A Work in Progress
Before we started doing ttwd Michael and I spent years growing farther and farther apart. Oh, there were times here and there when we’d feel close again for a little while, but that happened less and less. The chasm that had opened up between us grew wider and wider until we were both at a point where we could conceive of not being together anymore. It wasn’t something that happened overnight and it’s not something that’s going to be resolved overnight either. It’s very much a work in progress and there have certainly been ups and downs in the past 10 months that we've been doing ttwd. There have been steps forward and steps backward.

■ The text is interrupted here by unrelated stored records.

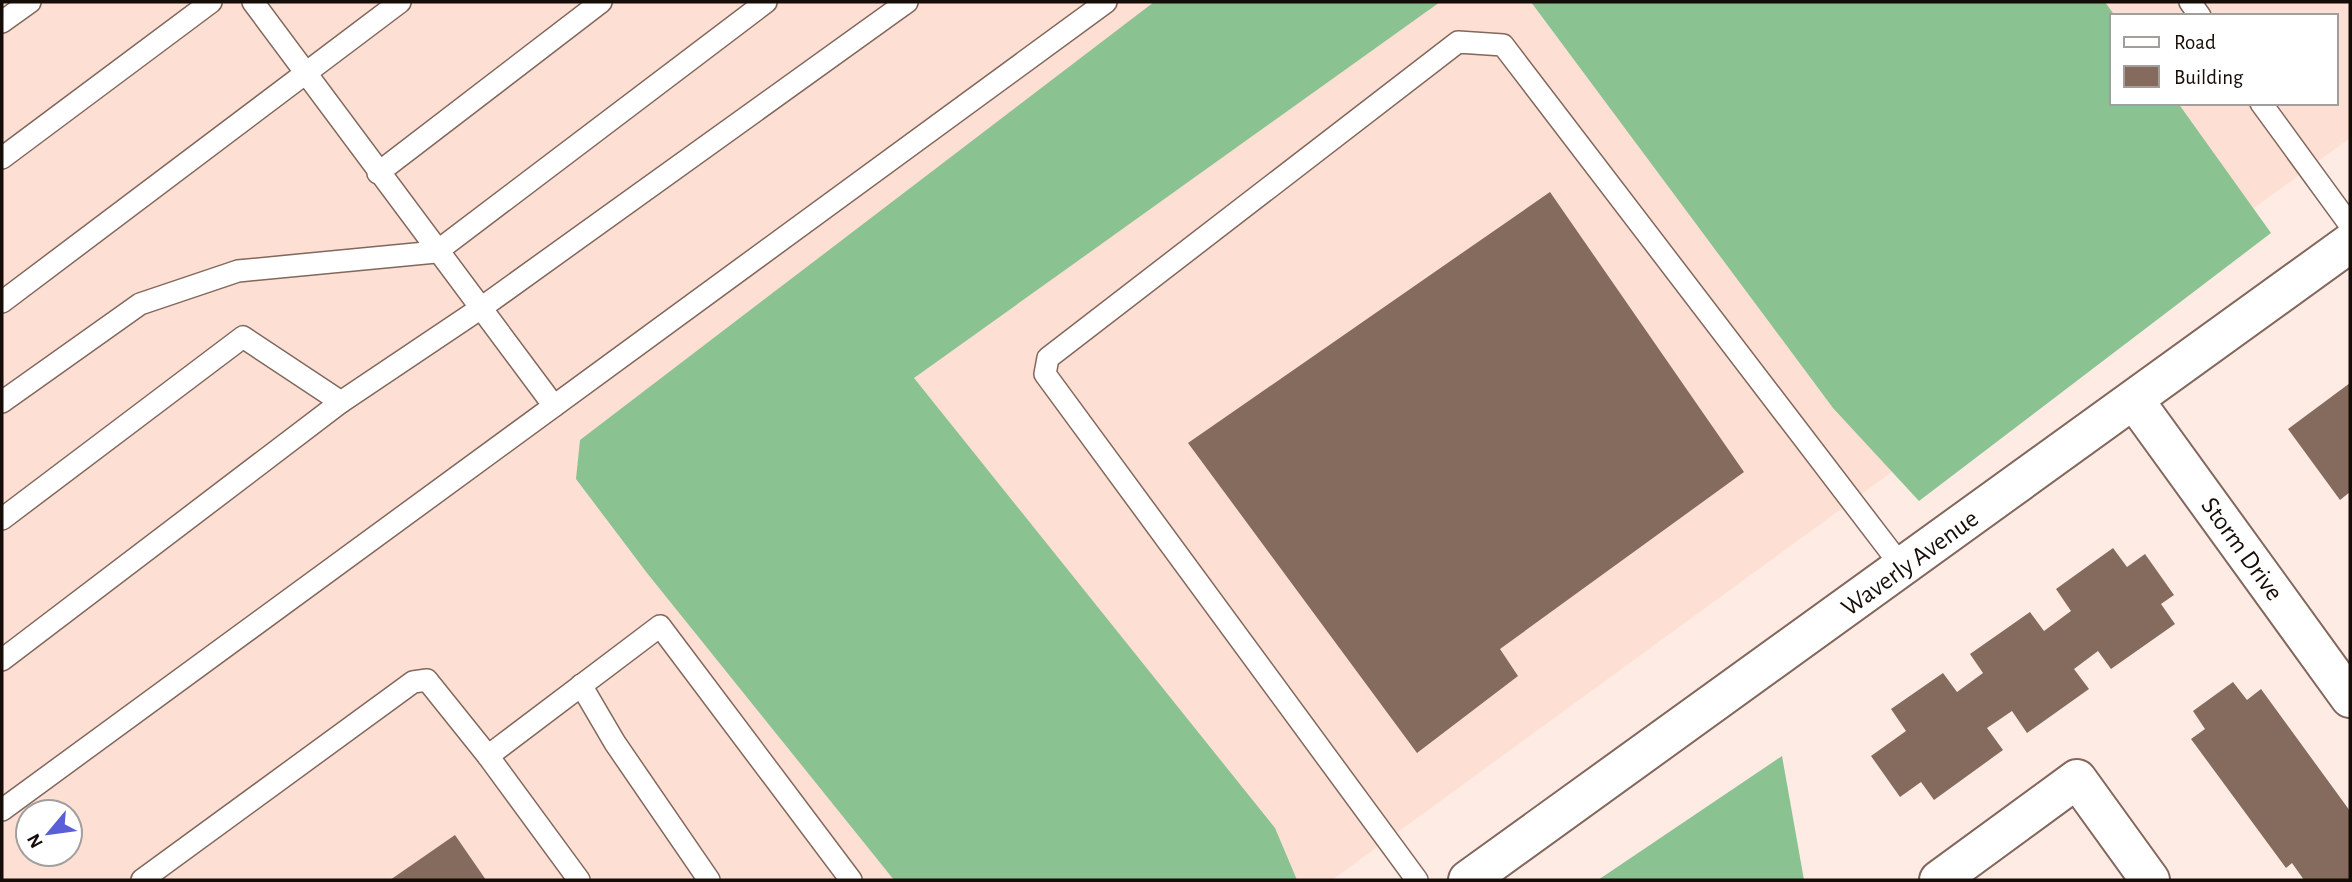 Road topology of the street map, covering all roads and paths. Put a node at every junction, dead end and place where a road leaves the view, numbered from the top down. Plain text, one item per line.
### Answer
1 (30, 2) edge
2 (211, 2) edge
3 (253, 2) edge
4 (400, 2) edge
5 (601, 2) edge
6 (766, 2) edge
7 (907, 2) edge
8 (1106, 2) edge
9 (2, 22) edge
10 (305, 73) junction
11 (2263, 105) edge
12 (2, 158) edge
13 (378, 173) junction
14 (2350, 225) edge
15 (2350, 243) edge
16 (436, 252) junction
17 (2, 302) edge
18 (481, 308) junction
19 (2134, 400) junction
20 (2, 402) edge
21 (341, 402) junction
22 (554, 406) junction
23 (2, 519) edge
24 (1903, 568) junction
25 (2, 660) edge
26 (581, 685) junction
27 (2350, 698) edge
28 (488, 756) junction
29 (2, 810) edge
30 (142, 880) edge
31 (579, 880) edge
32 (709, 880) edge
33 (851, 880) edge
34 (1417, 880) edge
35 (1468, 880) edge
36 (1939, 880) edge
37 (2150, 880) edge

1 - 9 lane
2 - 12 lane
3 - 10 lane
4 - 10 lane
5 - 13 lane
6 - 16 lane
7 - 18 lane
8 - 22 lane
10 - 13 lane
10 - 17 lane
11 - 14 lane
13 - 16 lane
15 - 19 street, Waverly Avenue
16 - 18 lane
16 - 20 lane
18 - 21 lane
18 - 22 lane
19 - 24 street, Waverly Avenue
19 - 27 street, Storm Drive
21 - 23 lane
21 - 25 lane
22 - 29 lane
24 - 34 lane
24 - 35 street, Waverly Avenue
26 - 28 lane
26 - 32 lane
26 - 33 lane
28 - 30 lane
28 - 31 lane
36 - 37 street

At times we’ve been right on track and other times we’ve veered off course. Sometimes things have gone quite smoothly and other times the road has been very bumpy. But, we are working on it, together, and overall we are making progress.
As you probably know if you’ve been reading here, a couple of weekends ago Michael and I went through a rough patch. What happened opened up past hurts bringing feelings to the surface that had long been buried. As such, it’s taken awhile to process and start to move past it, but we’re working on it and in fact are in a much better place now. We had a wonderful weekend. We had a great time with some friends and we had some time to ourselves as well. We were able to relax and reconnect. I was able to say some things that I needed to say to Michael. It was hard for him to hear, but I was able to release that deep hurt that I’d been holding onto so tightly and he held me as I cried and let it out.
Not only did we reconnect on an emotional level, but a physical one as well. Michael was tempted to be gentle with me because of how emotional I was feeling, but I needed to feel his dominance. He asked me what I wanted and I told him that I wanted to feel owned. In an instant his mouth was on mine and he had assumed control over the situation, over me. He made sure that there was no question in my mind whom I belonged to and just what that meant. There was a reconnect spanking this weekend as well, which was rather intense, the remnants of which I can still feel.
Something that has been brought to the surface recently is my tendency to distance. Honestly this was something that had become so second nature to me that I didn’t even realize I was doing it. I mean, I’ve read about distancing being one of the no no’s in DD and how some of you have struggled with it. But, I really didn’t think it was something I had a problem with. Oh how wrong I was. As it turns out I’ve been a pro at distancing myself emotionally from Michael. The reasons for that are varied and are partly due to my own messed up thinking, but also partly due to Michael’s responses and reactions previously when I had been open emotionally with him. I’m not sure how we got to the point where we really didn’t share anything with one another and only communicated when and what was needed, but that’s where we found ourselves. Suffice it to say it was something that had happened over time. We had gotten to the point that we were both very independent people. Michael was gone all week and took care of himself and his business. I was home with the kids and took care of myself and them. Then on the weekend Michael and I would try to come together, more for the kids and a sense of being a family unit than anything else I think. Not surprisingly that often didn’t go so well. Essentially we ended up living separate lives. And that's something we've been working on changing since we started doing ttwd, but I don't think either of us realized just how ingrained some of our patterns of behavior had become. The issues that need to be addressed are far deeper than what you see on the surface.
During one of our talks this weekend Michael told me that he wants me to turn toward him, instead of turning away from him. I agreed that it’s something that needs to change, but I also reminded him that it took time for things to get to the point they had and changing it wasn’t something that was going to happen overnight. The reality is, I’ve been turning away from him instead of turning toward him for years now. It’s like the default setting at this point. I was honest with him and told him that I don’t trust him not to hurt me emotionally and that makes it hard for me to be open and vulnerable. That was really hard for me to say, to admit, and I’m sure it was even harder for him to hear, but it’s true. That trust was broken down over time and it will take some time to rebuild it. As I work on being more open and coming to him with things (my feelings, things that maybe I could use some help with, etc.) and as he works on being more receptive and open to me when I come to him, that trust will slowly be rebuilt. So, we both have things to work on. Oh, and for a bit of incentive…distancing is now a punishable offense…he specifically mentioned the hairbrush. Admittedly, it’s the sort of motivation I probably need. There have been many times since we started doing ttwd that I’ve thought about coming to him with something and I’ve talked myself out of it. And I imagine that it would be easy to continue to do so without consequences in place.
I’ve been unable to bring myself to read many blog posts. I’m not entirely sure why. I guess perhaps it’s because I’ve been trying to get a handle on my own situation, my own stuff, and I just haven’t had the emotional energy left over to read about others journeys right now. It feels like Michael and I are digging into meatier issues in our marriage and while that can be really hard, I think our efforts will pay off. Anyway, I hope that you're doing well and I’m sorry I haven’t been around as much. Hopefully soon I'll feel up to reading more and I'll be able to get caught up, because I'm certainly a bit behind at this point.